Marjolaine Meynier Millefert, (LREM), rapporteur de la
Commission d’enquête parlementaire sur les énergies renouvelables et la
transition énergétique présidée par le député Julien Aubert (2019):
« Quand on a 80 % des gens qui vous disent que le
développement des ENR électriques en France soutient la décarbonation et
finalement la transition écologique en France, je pense que ce n’est pas bon
non plus parce que le jour où les gens vont vraiment comprendre que cette
transition énergétique ne sert pas la transition écologique vous aurez une
réaction de rejet de ces politiques en disant vous nous avez menti en
fait. »
Commission Aubert :
Audition, ouverte à la presse de Jean-Pierre
Pervès, représentant de l’association Sauvons le climat. Extraits
Les objectifs ne seront pas
atteints !
Monsieur le président, Madame la rapporteure, nous cherchons plutôt à
regarder ce qui est en train de se passer, à estimer si nous sommes dans la
bonne voie, sachant qu’en matière climatique, il est urgent de travailler dans
les dix à quinze ans qui viennent, faute de quoi, nous serions en grande
difficulté dans une vingtaine d’années.
Le bilan est pour le moins décevant. Sur les quatre à cinq dernières
années, les émissions de CO2 ont augmenté, les consommations de
combustibles fossiles et la consommation finale d’énergie ont augmenté. On n’est pas du tout en passe d’atteindre
les objectifs de baisse de 10 à 20 % fixés pour 2023. De plus, dans
les deux domaines essentiels que sont le transport et le résidentiel, on
constate également une croissance, alors qu’ils représentent les deux tiers de
nos émissions de gaz carbonique.
La loi de transition énergétique pour une croissance verte (LTECV) est une
réussite en matière de développement des énergies renouvelables
électriques, dont l’objectif fixé est pratiquement atteint. Les gagnants sont
la biomasse solide, largement nationale, très intéressante, et deux
technologies à forte valeur ajoutée que sont l’éolien et le solaire, en grande
partie importées. Pour le reste, les résultats sont insuffisants, tant pour les
constructions neuves que pour les rénovations et les biocarburants.

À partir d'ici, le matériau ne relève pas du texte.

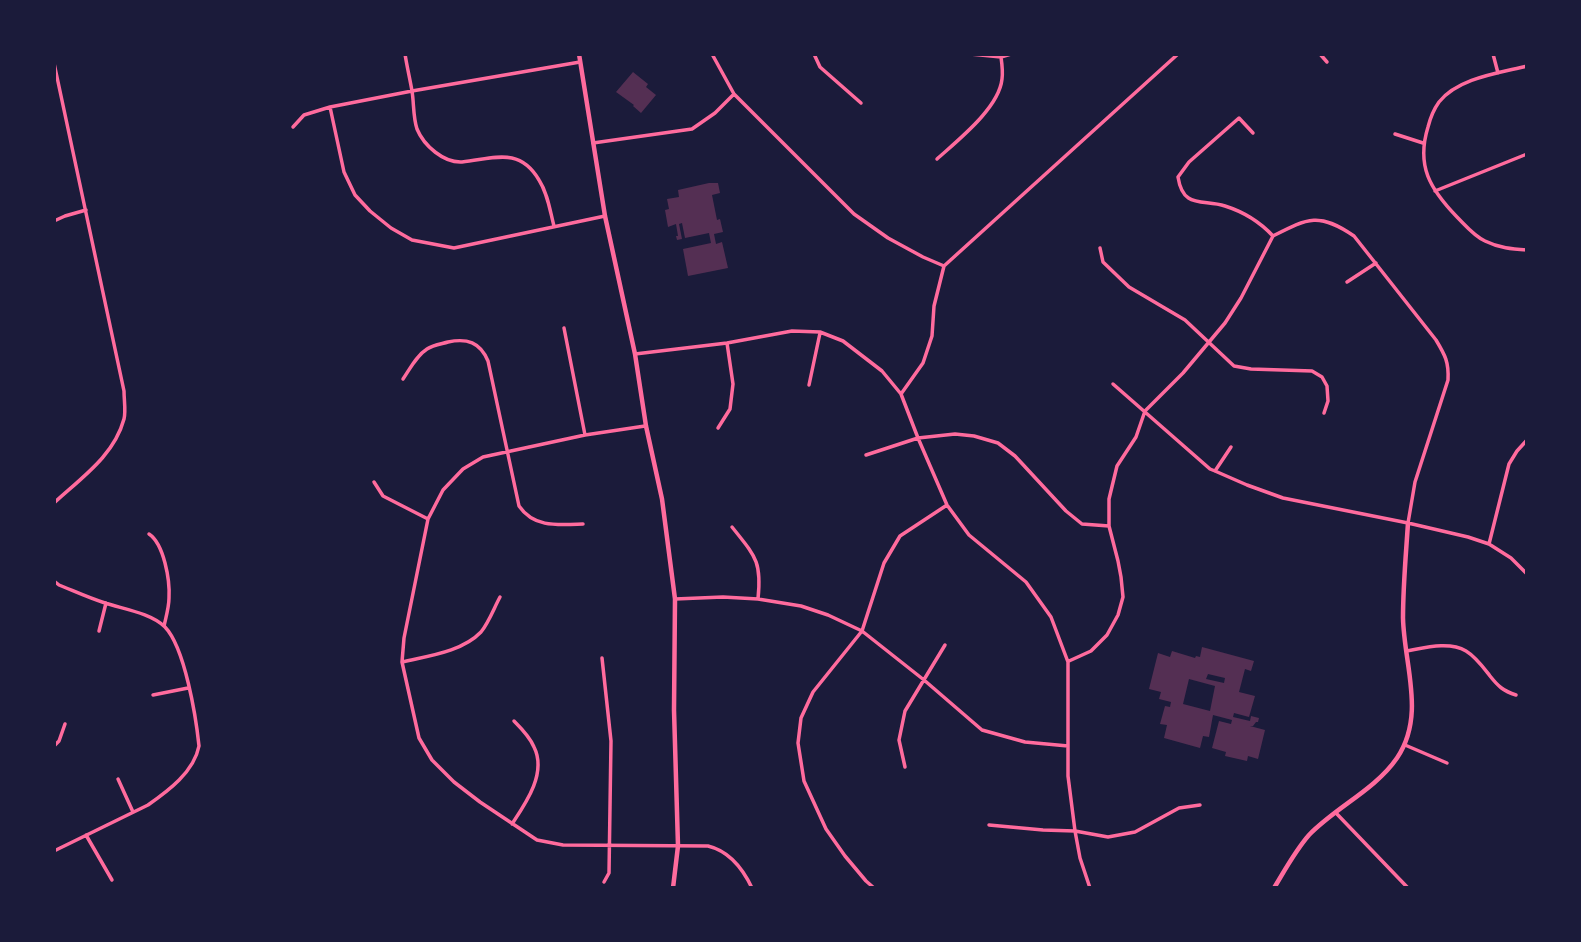 <!DOCTYPE html>
<html>
<head>
<meta charset="utf-8">
<style>
  body { margin:0 }
  #map { position:relative; width:1581px; height:942px; overflow:hidden; background:#1b1b3a; font-family:"Alegreya Sans",sans-serif }
  canvas { display:block }
  .frame { position:absolute; inset:0; border:56px solid #1b1b3a; pointer-events:none }
</style>
</head>
<body>
<div id="map">
<canvas width="1581" height="942"></canvas>
<div class="frame"></div>
</div>
<script>
const g = document.querySelector('canvas').getContext('2d');
g.lineJoin = 'round';
function fillPath(path, color) {
  g.fillStyle = color;
  g.fill(path, 'evenodd');
}
function stroke(path, color, width, dash) {
  g.strokeStyle = color;
  g.lineWidth = width;
  g.lineCap = dash ? 'butt' : 'round';
  g.setLineDash(dash || []);
  g.stroke(path);
}
fillPath(new Path2D(`
  M633,72L648,84L646,87L656,95L641,113L633,106L634,105L616,92Z
  M709,183H718L720,193L712,195L717,220L720,219L723,232L714,234L716,244L722,242L728,268L688,276L683,249L711,243L709,233L685,238L682,223L679,224L682,239L677,240L676,236H678L676,224L668,227L665,210L669,209L667,199L679,197L678,190Z
  M1202,647L1254,661L1251,671L1245,669L1239,692L1255,696L1249,717L1234,713L1233,717L1250,721L1251,716L1259,718L1258,722H1256L1253,726H1250L1265,730L1258,759L1248,756L1247,761L1225,756L1226,752L1212,748L1219,721L1231,724L1232,720L1213,715L1209,737L1203,736L1200,748L1164,738L1167,725L1160,724L1165,706L1170,707L1171,702L1159,699L1161,692L1149,689L1158,653L1170,657L1172,651L1195,658L1196,656L1200,657ZM1208,674L1225,678L1224,683L1206,679ZM1189,679L1215,686L1210,711L1183,704Z`), '#542f53');
stroke(new Path2D(`
  M405,54C407,67 410,79 412,91C414,103 413,117 417,129C424,146 444,163 462,162C493,159 519,146 539,180C548,194 550,211 554,226
  M712,54L734,94L854,214L888,238L923,257L944,266
  M814,54L820,67L861,103
  M970,54L1001,57
  M1320,54L1327,62
  M1493,54L1498,73
  M54,63L124,391C124,400 126,411 124,419C114,456 81,478 54,503
  M1527,66C1499,73 1458,78 1439,102C1434,109 1430,119 1428,127C1416,166 1430,189 1457,217C1466,226 1474,236 1485,241C1499,248 1512,249 1527,250
  M330,107L344,172L355,195L370,211L391,228L412,240L454,248L605,216
  M293,127L304,115L330,107L412,91L580,62
  M1253,133L1239,118L1189,162L1178,177C1183,209 1202,199 1225,206C1244,212 1260,222 1273,236
  M1395,134L1423,143
  M593,143L692,129L715,113L734,94
  M937,159C958,140 999,108 1002,79C1003,72 1002,64 1001,57L1011,54
  M1435,191L1527,154
  M54,221L65,216L86,210
  M1273,236C1308,218 1319,212 1354,236L1436,340C1445,355 1449,362 1448,380L1415,482L1408,523
  M1100,248L1103,262L1129,287L1185,320L1234,366L1251,369L1312,371L1322,377L1327,386L1328,401L1324,413
  M1347,282L1376,263
  M564,328L585,435
  M635,354L727,343L792,331L820,332L843,341L882,371L901,394L918,438L947,505L969,535L1026,582L1051,617L1068,662V776L1075,831L1080,858L1090,888
  M403,379C410,369 416,356 427,349C433,345 441,344 448,342C467,338 480,342 488,361L519,506C534,528 558,525 583,524
  M1113,384L1210,469L1215,471L1247,485L1283,498L1408,523L1468,537L1489,544L1511,558L1527,574
  M809,385L820,333
  M901,394L923,363L932,336L934,306L944,266L1178,54
  M645,426L585,435L483,457L463,469L443,490L428,519L404,638L402,662L419,738L432,760L454,782L480,802L537,840L563,845L708,846C729,851 743,869 752,888
  M718,428L730,409L733,384L727,343
  M866,455L918,438L955,434L974,436L998,443L1015,456L1066,511L1082,524L1109,526
  M1215,471L1231,447
  M374,482L383,496L428,519
  M732,527C755,556 762,561 758,599
  M149,534C164,544 170,580 169,598C169,607 166,617 164,626
  M1489,544L1509,464L1517,451L1527,440
  M54,581L59,585C74,591 89,598 105,603C123,609 151,613 165,627C185,648 196,717 199,746C194,772 168,791 148,805L54,851
  M675,599L723,597L758,599L801,606L828,615L862,631L924,680L982,730L1025,742L1068,746
  M99,631L106,603
  M1406,651C1424,648 1449,641 1466,651C1476,657 1483,667 1490,676C1498,686 1503,691 1516,695
  M602,658L611,741L609,873L604,882
  M1069,661L1091,651L1107,635L1118,615L1123,597L1121,577L1118,561L1109,526V499L1117,466L1136,437L1145,411L1183,373L1225,323L1241,298L1273,236
  M402,662C427,656 462,652 481,632C489,622 494,608 500,597
  M153,695L188,688
  M1405,745L1447,763
  M54,746L59,741L65,724
  M905,767L899,740L905,711L945,645
  M118,779L133,812
  M1336,813L1408,888
  M512,824C526,803 547,773 534,747C530,737 521,728 514,721
  M989,825L1043,830L1075,831L1108,837L1135,832L1179,808L1200,805
  M86,835L112,880
  M874,888L866,881L845,856L826,829L804,781L798,743L801,718L813,692L862,631L884,563L900,536L947,505`), '#ff6b9d', 3.5);
stroke(new Path2D(`
  M579,54L605,216L635,354L646,426L662,499L675,599L674,710L678,846L673,888
  M1274,888C1285,870 1295,851 1309,835C1336,807 1375,790 1397,758C1426,715 1404,665 1403,618C1403,586 1406,554 1408,523`), '#ff6b9d', 4.5);
</script>
</body>
</html>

Pour progresser, il convient de s’appuyer sur un moyen de jugement. Une
étude de France Stratégie rappelle qu’en 2008, la commission Quinet avait fixé
la valeur tutélaire du carbone de nature à atteindre la neutralité carbone à
108 euros la tonne en 2030, tandis que le gouvernement avait fixé une taxe
carbone à 100 euros la tonne pour le même horizon. La commission Quinet,
estimant qu’il avait considérablement sous-estimé la difficulté de la tâche,
propose aujourd’hui de fixer à 250 euros la tonne d’équivalent CO2,
ajoutant que si l’on ne va pas assez vite, ce prix atteindra 500 euros à
2040 et 800 euros en 2050, ce qui montre l’ampleur de la tâche.
ENR thermiques/ENR
électriques : on finance 8 fois plus ce qui ne sert à rien !
Il est connu qu’un moins gros avantage a été consenti aux EnR thermiques qu’aux EnR électriques, qui
bénéficient de pratiquement huit fois plus de subventions et ont apporté deux
fois moins d’énergie et évité deux fois moins de CO2.
Au niveau européen, on fixe des objectifs ambitieux dans tous les domaines,
mais on n’a pas le sentiment qu’on a fait le point entre ce qui coûte cher d’un
côté ou de l’autre pour déterminer ce sur quoi il faut insister. C’est pourquoi nous disons qu’il ne s’agit
pas d’analyse mais de wishful thinking. En outre, il est surprenant que
l’on ne parle pas du rôle que peut jouer le nucléaire, qui représente 24 %
de l’électricité en Europe.
Pour ce qui est de l’habitat, une enquête de l’agence de l’environnement et
de la maîtrise de l’énergie (ADEME) sur les travaux de rénovation énergétique
des maisons individuelles (TREMI) est révélatrice. Elle montre que sur cinq millions de rénovations, seuls 5 % ont
été un succès en faisant gagner deux classes énergétiques. Le coût moyen de chaque opération est de
26 000 euros. Pour la moitié des maisons françaises qui
consomment pratiquement cinq fois plus que les bâtiments bas carbone (BBC)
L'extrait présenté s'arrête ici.